After significant population growth, largely associated with the fishing industry, the area became an urban district with the town hall as its headquarters in 1895. The fish market was converted into an events venue known as the Scala Hall in the early 20th century. Meanwhile, the upper hall was used as a drill hall until the end of the First World War: it subsequently came under the management of the newly-formed Brixham Operatic and Amateur Dramatic Society and became known as the Brixham Theatre. The poet, Malcolm Lowry, visited the theatre to see a performance there in summer 1933.

The building continued to serve as the headquarters of Brixham Urban District Council for much of the 20th century but ceased to be the local seat of government when the area was absorbed into the short-lived county borough of Torbay in 1968. After a major programme of refurbishment works, the theatre re-opened under the management of the actor, John Slater, in 1973 and remained under his direction until his sudden death two years later. The market hall was subsequently converted into a community centre and charity shop for a befriending charity, known as Brixham Does Care, which was founded in 1978.
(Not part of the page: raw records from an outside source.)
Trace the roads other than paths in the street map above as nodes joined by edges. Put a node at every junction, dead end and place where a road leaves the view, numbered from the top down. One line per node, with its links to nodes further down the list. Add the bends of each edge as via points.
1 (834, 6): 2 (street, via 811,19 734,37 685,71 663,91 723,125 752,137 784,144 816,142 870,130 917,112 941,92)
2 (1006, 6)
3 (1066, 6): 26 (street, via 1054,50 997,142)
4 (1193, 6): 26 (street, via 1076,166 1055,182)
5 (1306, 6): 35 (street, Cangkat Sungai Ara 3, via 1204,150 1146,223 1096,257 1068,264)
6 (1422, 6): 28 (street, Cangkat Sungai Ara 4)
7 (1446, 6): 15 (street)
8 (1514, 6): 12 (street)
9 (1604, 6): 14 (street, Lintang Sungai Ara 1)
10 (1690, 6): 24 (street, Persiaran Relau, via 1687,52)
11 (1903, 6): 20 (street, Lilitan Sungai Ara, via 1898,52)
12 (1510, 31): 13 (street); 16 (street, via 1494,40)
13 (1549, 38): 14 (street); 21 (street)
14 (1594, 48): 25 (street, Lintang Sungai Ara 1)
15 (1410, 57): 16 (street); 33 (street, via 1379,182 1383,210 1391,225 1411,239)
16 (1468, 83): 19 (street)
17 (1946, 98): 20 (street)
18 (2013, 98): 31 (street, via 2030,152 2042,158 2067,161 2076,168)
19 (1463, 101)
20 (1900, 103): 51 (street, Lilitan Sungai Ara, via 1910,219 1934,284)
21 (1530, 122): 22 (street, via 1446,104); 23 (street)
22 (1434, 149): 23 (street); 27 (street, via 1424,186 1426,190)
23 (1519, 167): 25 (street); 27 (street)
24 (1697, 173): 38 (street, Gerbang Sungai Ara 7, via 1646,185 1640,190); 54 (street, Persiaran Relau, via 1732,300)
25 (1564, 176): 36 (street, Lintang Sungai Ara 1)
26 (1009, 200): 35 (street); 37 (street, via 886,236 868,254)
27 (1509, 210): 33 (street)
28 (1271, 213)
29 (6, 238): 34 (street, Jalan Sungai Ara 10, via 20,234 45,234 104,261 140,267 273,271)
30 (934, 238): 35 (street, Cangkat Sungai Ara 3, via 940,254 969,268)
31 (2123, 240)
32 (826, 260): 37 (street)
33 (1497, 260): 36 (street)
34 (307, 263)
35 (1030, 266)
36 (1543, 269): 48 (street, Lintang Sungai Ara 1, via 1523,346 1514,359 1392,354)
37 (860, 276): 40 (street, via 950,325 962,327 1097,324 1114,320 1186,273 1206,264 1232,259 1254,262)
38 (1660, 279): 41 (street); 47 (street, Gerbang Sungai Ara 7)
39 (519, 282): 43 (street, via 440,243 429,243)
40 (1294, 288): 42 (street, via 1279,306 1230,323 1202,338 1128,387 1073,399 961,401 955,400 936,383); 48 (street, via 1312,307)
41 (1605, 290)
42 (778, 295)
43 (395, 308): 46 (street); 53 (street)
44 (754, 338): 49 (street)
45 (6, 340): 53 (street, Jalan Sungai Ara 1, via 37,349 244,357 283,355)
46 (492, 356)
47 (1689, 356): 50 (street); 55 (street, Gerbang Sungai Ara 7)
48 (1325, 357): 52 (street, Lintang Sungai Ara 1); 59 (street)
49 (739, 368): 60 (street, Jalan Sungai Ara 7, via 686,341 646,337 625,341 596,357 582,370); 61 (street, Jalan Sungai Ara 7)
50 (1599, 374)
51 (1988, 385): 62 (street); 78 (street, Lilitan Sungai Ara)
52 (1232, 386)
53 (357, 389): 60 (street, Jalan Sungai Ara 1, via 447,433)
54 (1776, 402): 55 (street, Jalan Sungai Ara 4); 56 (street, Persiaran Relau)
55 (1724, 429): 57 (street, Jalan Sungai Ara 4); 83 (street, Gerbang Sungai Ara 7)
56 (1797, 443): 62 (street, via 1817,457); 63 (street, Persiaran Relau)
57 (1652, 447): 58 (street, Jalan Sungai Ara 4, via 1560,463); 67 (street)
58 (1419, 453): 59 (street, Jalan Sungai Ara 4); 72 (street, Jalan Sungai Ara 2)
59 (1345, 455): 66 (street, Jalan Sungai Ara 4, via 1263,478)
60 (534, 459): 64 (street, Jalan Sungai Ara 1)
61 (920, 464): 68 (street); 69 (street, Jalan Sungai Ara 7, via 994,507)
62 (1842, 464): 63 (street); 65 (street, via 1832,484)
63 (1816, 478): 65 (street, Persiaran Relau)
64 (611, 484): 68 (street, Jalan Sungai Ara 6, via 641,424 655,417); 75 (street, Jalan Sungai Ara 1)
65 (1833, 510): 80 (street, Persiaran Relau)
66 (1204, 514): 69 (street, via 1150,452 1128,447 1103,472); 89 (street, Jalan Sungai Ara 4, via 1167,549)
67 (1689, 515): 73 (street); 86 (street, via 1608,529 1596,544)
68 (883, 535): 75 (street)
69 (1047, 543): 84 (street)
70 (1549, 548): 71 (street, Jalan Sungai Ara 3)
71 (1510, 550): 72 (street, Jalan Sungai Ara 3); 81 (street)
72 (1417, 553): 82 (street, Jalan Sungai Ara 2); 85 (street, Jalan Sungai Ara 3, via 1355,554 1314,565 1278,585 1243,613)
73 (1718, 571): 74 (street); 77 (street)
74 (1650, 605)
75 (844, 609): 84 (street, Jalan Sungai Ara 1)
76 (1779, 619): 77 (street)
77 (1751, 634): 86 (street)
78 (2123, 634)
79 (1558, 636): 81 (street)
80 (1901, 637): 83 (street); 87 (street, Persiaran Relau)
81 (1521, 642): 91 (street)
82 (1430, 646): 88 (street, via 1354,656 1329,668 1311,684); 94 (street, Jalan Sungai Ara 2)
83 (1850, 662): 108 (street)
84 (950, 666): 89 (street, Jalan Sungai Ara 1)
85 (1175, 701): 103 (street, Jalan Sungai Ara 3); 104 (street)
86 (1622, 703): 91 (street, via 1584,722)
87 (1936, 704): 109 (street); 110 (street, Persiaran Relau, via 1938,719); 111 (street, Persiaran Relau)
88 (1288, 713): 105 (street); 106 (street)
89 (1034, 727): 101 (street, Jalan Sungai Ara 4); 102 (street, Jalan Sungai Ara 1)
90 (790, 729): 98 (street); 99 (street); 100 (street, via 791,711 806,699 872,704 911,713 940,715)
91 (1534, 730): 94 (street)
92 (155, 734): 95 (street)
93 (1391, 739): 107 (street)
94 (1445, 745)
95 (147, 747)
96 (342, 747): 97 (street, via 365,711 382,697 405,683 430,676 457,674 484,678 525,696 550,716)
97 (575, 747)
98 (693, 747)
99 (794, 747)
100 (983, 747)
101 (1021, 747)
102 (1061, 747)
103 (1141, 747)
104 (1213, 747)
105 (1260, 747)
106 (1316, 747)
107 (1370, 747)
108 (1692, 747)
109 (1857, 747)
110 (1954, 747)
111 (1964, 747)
The town hall became the home of Brixham Town Council shortly after it was established in 2007 and the theatre was brought under the management of a local community group known as the Brixham Arts & Theatre Society in 2008. In March 2021, the unitary authority for the area, Torbay Council, announced its intention to withdraw financial support from the pannier market, which had previously operated from the Scala Hall on three days each week, leading to its permanent closure.